▶ Problem statement: An exact copy of every record, with no pictures, please.

[Saved entries]
──────
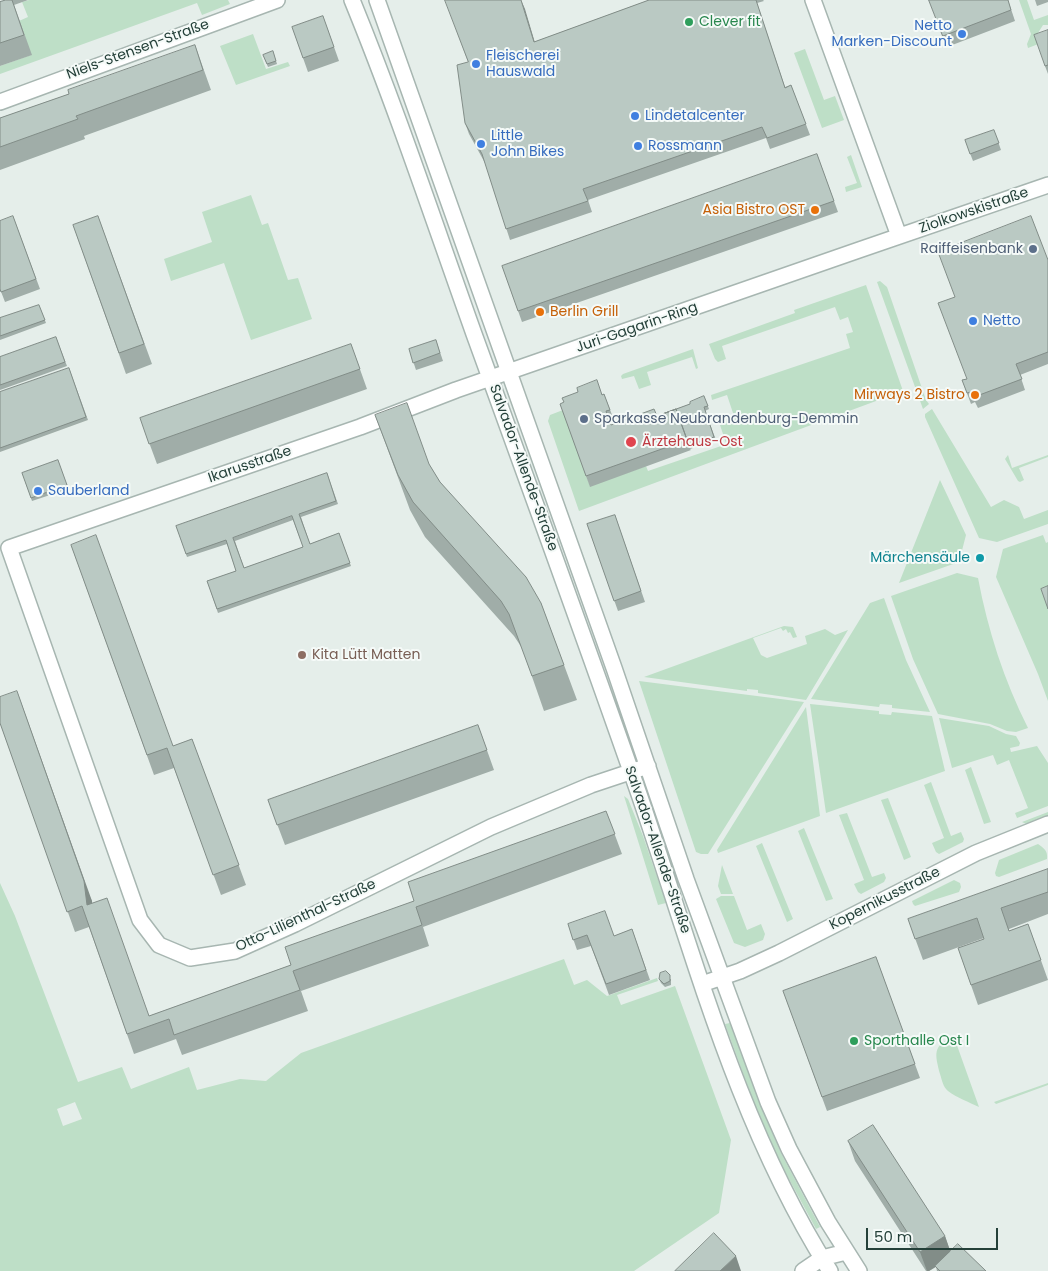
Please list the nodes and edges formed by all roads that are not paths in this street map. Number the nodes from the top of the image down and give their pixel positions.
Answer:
1 (277, 0) edge
2 (352, 0) edge
3 (377, 0) edge
4 (813, 0) edge
5 (0, 102) edge
6 (1048, 185) edge
7 (899, 236) junction
8 (510, 372) junction
9 (491, 379) junction
10 (9, 548) joint
11 (648, 766) junction
12 (631, 771) junction
13 (1048, 824) edge
14 (723, 977) junction
15 (702, 984) junction
16 (846, 1252) junction
17 (822, 1258) junction
18 (803, 1271) edge
19 (830, 1271) edge
20 (837, 1271) edge
21 (859, 1271) edge

1 - 5 street, Niels-Stensen-Straße
2 - 9 street
3 - 8 street
4 - 7 street
6 - 7 street, Ziolkowskistraße
7 - 8 street, Juri-Gagarin-Ring
8 - 9 street, Salvador-Allende-Straße
8 - 11 street, Salvador-Allende-Straße
9 - 10 street, Ikarusstraße
9 - 12 street, Salvador-Allende-Straße
10 - 12 street, Otto-Lilienthal-Straße
11 - 12 street, Otto-Lilienthal-Straße
11 - 14 street, Salvador-Allende-Straße
12 - 15 street, Salvador-Allende-Straße
13 - 14 street, Kopernikusstraße
14 - 15 street
14 - 16 street, Salvador-Allende-Straße
15 - 17 street, Salvador-Allende-Straße
16 - 17 street
16 - 20 street
16 - 21 street, Salvador-Allende-Straße
17 - 18 street
17 - 19 street, Salvador-Allende-Straße

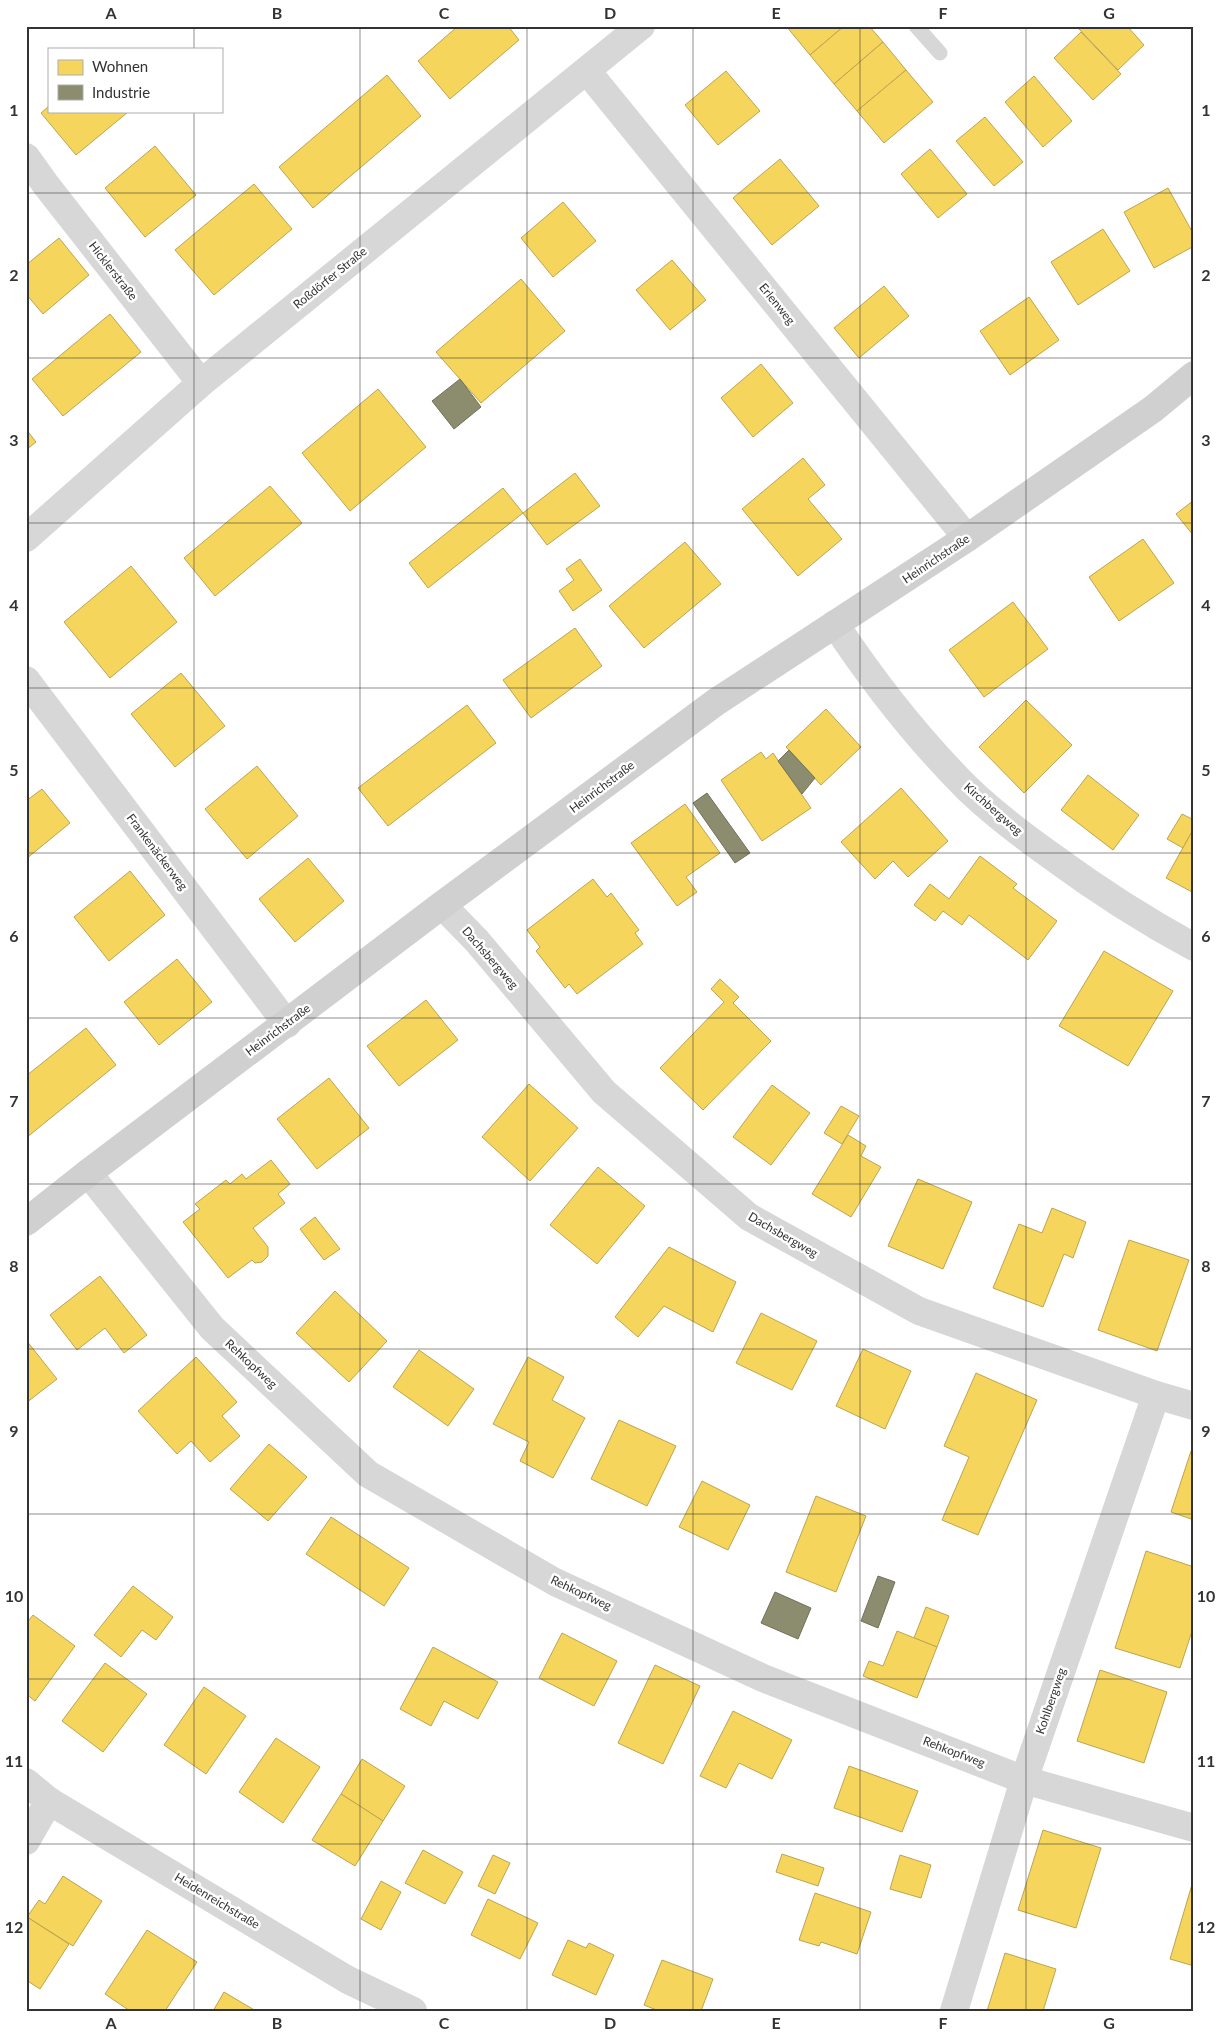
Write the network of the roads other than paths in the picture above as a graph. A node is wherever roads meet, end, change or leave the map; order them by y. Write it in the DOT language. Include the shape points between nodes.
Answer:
graph roads {
  1 [pos="641,26"];
  2 [pos="916,26"];
  3 [pos="940,53"];
  4 [pos="587,71"];
  5 [pos="26,157"];
  6 [pos="1194,374"];
  7 [pos="200,384"];
  8 [pos="26,538"];
  9 [pos="967,538"];
  10 [pos="835,624"];
  11 [pos="26,680"];
  12 [pos="442,905"];
  13 [pos="1194,947"];
  14 [pos="287,1024"];
  15 [pos="88,1173"];
  16 [pos="26,1222"];
  17 [pos="1156,1394"];
  18 [pos="1194,1406"];
  19 [pos="1024,1780"];
  20 [pos="26,1782"];
  21 [pos="49,1801"];
  22 [pos="1194,1828"];
  23 [pos="26,1841"];
  24 [pos="413,2011"];
  25 [pos="954,2011"];
  1 -- 4 [label="street, Roßdörfer Straße"];
  2 -- 3 [label="lane"];
  4 -- 7 [label="street, Roßdörfer Straße"];
  4 -- 9 [label="street, Erlenweg"];
  5 -- 7 [label="street, Hicklerstraße"];
  6 -- 9 [label="main road, Heinrichstraße" via="1153,409"];
  7 -- 8 [label="street, Roßdörfer Straße"];
  9 -- 10 [label="main road, Heinrichstraße"];
  10 -- 12 [label="main road, Heinrichstraße" via="716,702"];
  10 -- 13 [label="street, Kirchbergweg" via="864,667 922,739 969,790 1092,886"];
  11 -- 14 [label="street, Frankenäckerweg"];
  12 -- 14 [label="main road, Heinrichstraße"];
  12 -- 17 [label="street, Dachsbergweg" via="477,941 604,1092 749,1217 919,1311"];
  14 -- 15 [label="main road, Heinrichstraße"];
  15 -- 16 [label="main road, Heinrichstraße"];
  15 -- 19 [label="street, Rehkopfweg" via="212,1328 368,1474 555,1582 763,1678"];
  17 -- 18 [label="street, Dachsbergweg"];
  17 -- 19 [label="street, Kohlbergweg"];
  19 -- 22 [label="street, Rehkopfweg"];
  19 -- 25 [label="street, Kohlbergweg"];
  20 -- 21 [label="street, Heidenreichstraße"];
  21 -- 23 [label="street"];
  21 -- 24 [label="street, Heidenreichstraße" via="348,1980"];
}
──────
▶ The completed task:
Please list the nodes and edges formed by all roads that are not paths in this street map. Number the nodes from the top of the image down and give their pixel positions.
Answer:
1 (277, 0) edge
2 (352, 0) edge
3 (377, 0) edge
4 (813, 0) edge
5 (0, 102) edge
6 (1048, 185) edge
7 (899, 236) junction
8 (510, 372) junction
9 (491, 379) junction
10 (9, 548) joint
11 (648, 766) junction
12 (631, 771) junction
13 (1048, 824) edge
14 (723, 977) junction
15 (702, 984) junction
16 (846, 1252) junction
17 (822, 1258) junction
18 (803, 1271) edge
19 (830, 1271) edge
20 (837, 1271) edge
21 (859, 1271) edge

1 - 5 street, Niels-Stensen-Straße
2 - 9 street
3 - 8 street
4 - 7 street
6 - 7 street, Ziolkowskistraße
7 - 8 street, Juri-Gagarin-Ring
8 - 9 street, Salvador-Allende-Straße
8 - 11 street, Salvador-Allende-Straße
9 - 10 street, Ikarusstraße
9 - 12 street, Salvador-Allende-Straße
10 - 12 street, Otto-Lilienthal-Straße
11 - 12 street, Otto-Lilienthal-Straße
11 - 14 street, Salvador-Allende-Straße
12 - 15 street, Salvador-Allende-Straße
13 - 14 street, Kopernikusstraße
14 - 15 street
14 - 16 street, Salvador-Allende-Straße
15 - 17 street, Salvador-Allende-Straße
16 - 17 street
16 - 20 street
16 - 21 street, Salvador-Allende-Straße
17 - 18 street
17 - 19 street, Salvador-Allende-Straße

Write the network of the roads other than paths in the picture above as a graph. A node is wherever roads meet, end, change or leave the map; order them by y. Write it in the DOT language. Include the shape points between nodes.
Answer:
graph roads {
  1 [pos="641,26"];
  2 [pos="916,26"];
  3 [pos="940,53"];
  4 [pos="587,71"];
  5 [pos="26,157"];
  6 [pos="1194,374"];
  7 [pos="200,384"];
  8 [pos="26,538"];
  9 [pos="967,538"];
  10 [pos="835,624"];
  11 [pos="26,680"];
  12 [pos="442,905"];
  13 [pos="1194,947"];
  14 [pos="287,1024"];
  15 [pos="88,1173"];
  16 [pos="26,1222"];
  17 [pos="1156,1394"];
  18 [pos="1194,1406"];
  19 [pos="1024,1780"];
  20 [pos="26,1782"];
  21 [pos="49,1801"];
  22 [pos="1194,1828"];
  23 [pos="26,1841"];
  24 [pos="413,2011"];
  25 [pos="954,2011"];
  1 -- 4 [label="street, Roßdörfer Straße"];
  2 -- 3 [label="lane"];
  4 -- 7 [label="street, Roßdörfer Straße"];
  4 -- 9 [label="street, Erlenweg"];
  5 -- 7 [label="street, Hicklerstraße"];
  6 -- 9 [label="main road, Heinrichstraße" via="1153,409"];
  7 -- 8 [label="street, Roßdörfer Straße"];
  9 -- 10 [label="main road, Heinrichstraße"];
  10 -- 12 [label="main road, Heinrichstraße" via="716,702"];
  10 -- 13 [label="street, Kirchbergweg" via="864,667 922,739 969,790 1092,886"];
  11 -- 14 [label="street, Frankenäckerweg"];
  12 -- 14 [label="main road, Heinrichstraße"];
  12 -- 17 [label="street, Dachsbergweg" via="477,941 604,1092 749,1217 919,1311"];
  14 -- 15 [label="main road, Heinrichstraße"];
  15 -- 16 [label="main road, Heinrichstraße"];
  15 -- 19 [label="street, Rehkopfweg" via="212,1328 368,1474 555,1582 763,1678"];
  17 -- 18 [label="street, Dachsbergweg"];
  17 -- 19 [label="street, Kohlbergweg"];
  19 -- 22 [label="street, Rehkopfweg"];
  19 -- 25 [label="street, Kohlbergweg"];
  20 -- 21 [label="street, Heidenreichstraße"];
  21 -- 23 [label="street"];
  21 -- 24 [label="street, Heidenreichstraße" via="348,1980"];
}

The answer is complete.